Result: The sensitivity of ELISA tests for the detection of anti-ENA was higher than DID for all ELISA kits. The sensitivity of anti-Sm for the diagnosis of systemic lupus erythematosus (SLE) was 6.7% in DID and ranged from 18.6% to 44.2% in ELISA kits. The same was observed with anti-Scl-70 regarding the diagnosis of systemic sclerosis (SSc) (13.8% sensitivity by DID; 28.6 to 37.9% by ELISA) and anti-Jo-1 for polymyositis (PM) (5.9% sensitivity by DID; 9.5 to 17.7% by ELISA). In contrast the positive predictive value (PPV) of antibodies to Sm, Scl-70, and Jo-1, was 100% for SLE, SSc and PM, respectively, when assayed by DID, but had an average of 52.2% (ranging from 0 to 100%), when assayed by ELISA. ELISA, but not DID, yielded several anti-ENA positive results in non-SARD patients, such as those with chronic hepatitis, ankylosing spondylitis and osteoarthritis, and even in healthy individuals. No sample with a positive result in DID was negative in ELISA, what allowed the proposal of a two-step algorithm based on ELISA screening and confirmation by DID. With such algorithm only 17% of 16,485 samples were positive by ELISA and required confirmation by DID. In comparison to the standard one-step DID operation, this strategy resulted in a 60% reduction in the operation cost, and a significant reduction in the turn-around time from 96h to 24h in over 80% of the samples.

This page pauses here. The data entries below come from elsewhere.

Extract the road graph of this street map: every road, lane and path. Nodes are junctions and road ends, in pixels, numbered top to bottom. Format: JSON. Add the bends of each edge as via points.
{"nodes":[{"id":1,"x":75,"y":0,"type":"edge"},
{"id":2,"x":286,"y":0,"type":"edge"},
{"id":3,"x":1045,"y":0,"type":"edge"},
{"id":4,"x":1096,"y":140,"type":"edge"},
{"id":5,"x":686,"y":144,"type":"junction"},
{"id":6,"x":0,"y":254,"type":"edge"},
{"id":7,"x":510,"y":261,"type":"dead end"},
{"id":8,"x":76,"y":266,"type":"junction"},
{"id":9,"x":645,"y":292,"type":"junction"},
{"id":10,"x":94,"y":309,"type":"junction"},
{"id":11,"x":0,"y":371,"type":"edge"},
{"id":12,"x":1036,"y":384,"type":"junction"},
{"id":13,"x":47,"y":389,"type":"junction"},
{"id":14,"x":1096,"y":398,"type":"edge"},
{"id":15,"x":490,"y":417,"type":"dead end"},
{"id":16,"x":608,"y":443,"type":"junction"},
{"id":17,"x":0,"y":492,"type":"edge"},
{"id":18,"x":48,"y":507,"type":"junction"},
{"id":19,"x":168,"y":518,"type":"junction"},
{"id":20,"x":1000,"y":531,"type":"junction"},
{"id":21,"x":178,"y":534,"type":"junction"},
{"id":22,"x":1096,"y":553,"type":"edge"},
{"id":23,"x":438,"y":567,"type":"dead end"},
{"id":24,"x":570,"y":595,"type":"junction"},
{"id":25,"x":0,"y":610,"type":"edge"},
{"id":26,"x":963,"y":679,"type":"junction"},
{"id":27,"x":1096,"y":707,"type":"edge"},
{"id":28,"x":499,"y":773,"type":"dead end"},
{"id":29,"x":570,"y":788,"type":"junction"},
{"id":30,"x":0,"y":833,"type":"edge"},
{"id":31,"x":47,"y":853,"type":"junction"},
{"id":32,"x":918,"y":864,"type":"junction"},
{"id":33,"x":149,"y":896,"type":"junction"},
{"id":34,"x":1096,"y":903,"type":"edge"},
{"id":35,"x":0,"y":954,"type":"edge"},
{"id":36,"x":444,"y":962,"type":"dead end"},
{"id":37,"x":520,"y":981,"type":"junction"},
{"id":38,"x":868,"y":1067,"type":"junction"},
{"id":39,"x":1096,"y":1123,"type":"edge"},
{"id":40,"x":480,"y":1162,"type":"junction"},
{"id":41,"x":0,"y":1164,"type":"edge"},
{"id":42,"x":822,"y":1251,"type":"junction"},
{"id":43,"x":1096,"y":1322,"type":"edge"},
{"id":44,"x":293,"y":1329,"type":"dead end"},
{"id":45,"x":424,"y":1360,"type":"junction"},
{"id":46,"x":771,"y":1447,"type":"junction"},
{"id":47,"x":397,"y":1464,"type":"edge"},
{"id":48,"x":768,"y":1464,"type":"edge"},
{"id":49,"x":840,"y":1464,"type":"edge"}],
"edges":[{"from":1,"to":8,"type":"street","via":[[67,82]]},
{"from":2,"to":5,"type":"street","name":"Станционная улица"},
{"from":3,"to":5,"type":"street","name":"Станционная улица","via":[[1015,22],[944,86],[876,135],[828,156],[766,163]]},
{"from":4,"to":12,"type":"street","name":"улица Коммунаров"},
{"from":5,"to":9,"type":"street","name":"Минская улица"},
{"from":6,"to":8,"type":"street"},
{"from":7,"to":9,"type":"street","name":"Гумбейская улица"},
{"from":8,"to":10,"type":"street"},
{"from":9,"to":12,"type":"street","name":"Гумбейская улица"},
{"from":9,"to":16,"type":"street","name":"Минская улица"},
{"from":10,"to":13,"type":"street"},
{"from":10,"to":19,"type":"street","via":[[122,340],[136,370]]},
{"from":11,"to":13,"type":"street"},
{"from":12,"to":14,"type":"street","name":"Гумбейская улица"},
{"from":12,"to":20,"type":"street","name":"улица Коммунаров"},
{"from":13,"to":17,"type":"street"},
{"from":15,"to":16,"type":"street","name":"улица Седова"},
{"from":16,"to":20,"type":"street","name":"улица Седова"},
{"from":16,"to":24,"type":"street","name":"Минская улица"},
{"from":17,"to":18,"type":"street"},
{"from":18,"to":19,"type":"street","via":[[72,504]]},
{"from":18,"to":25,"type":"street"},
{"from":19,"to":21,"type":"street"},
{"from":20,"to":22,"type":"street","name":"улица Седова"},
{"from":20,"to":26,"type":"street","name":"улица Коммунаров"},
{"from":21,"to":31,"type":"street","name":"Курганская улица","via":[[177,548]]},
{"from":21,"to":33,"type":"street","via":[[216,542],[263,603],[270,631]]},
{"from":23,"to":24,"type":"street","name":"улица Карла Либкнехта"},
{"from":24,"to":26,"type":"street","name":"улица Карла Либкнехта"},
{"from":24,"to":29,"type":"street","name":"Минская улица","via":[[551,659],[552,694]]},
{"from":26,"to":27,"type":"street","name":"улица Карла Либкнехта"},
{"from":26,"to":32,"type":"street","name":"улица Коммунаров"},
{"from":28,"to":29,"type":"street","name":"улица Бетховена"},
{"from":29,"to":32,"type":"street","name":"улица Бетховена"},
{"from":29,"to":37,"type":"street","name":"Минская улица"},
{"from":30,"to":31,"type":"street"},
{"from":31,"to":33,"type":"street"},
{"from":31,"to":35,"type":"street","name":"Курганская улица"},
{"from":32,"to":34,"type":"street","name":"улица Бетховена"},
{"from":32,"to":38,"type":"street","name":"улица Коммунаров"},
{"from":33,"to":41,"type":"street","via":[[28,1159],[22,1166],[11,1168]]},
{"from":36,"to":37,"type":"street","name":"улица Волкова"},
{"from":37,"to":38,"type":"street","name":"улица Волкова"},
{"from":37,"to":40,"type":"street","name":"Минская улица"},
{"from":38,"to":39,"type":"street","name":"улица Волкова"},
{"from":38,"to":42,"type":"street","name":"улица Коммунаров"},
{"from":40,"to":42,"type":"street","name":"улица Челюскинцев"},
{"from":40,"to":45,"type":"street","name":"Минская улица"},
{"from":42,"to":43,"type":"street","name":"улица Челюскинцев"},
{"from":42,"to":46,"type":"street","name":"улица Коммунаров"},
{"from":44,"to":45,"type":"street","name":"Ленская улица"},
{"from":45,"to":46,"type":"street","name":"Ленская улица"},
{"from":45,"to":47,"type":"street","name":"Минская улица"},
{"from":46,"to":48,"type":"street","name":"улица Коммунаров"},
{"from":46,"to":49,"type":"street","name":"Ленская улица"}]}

Conclusion: The proposed algorithm, whose effectiveness was demonstrated in the autoantibody routine of a large clinical laboratory, takes advantage of the best features of each method, ie, speed, automation and higher sensitivity of the EIA and the high specificity and positive predictive value of DID, allowing the report of highly reliable positive results with genuine value to the clinician.
Disclosure: K. M. C. Pereira, None; A. Dellavance, None; L. E. C. Andrade, None.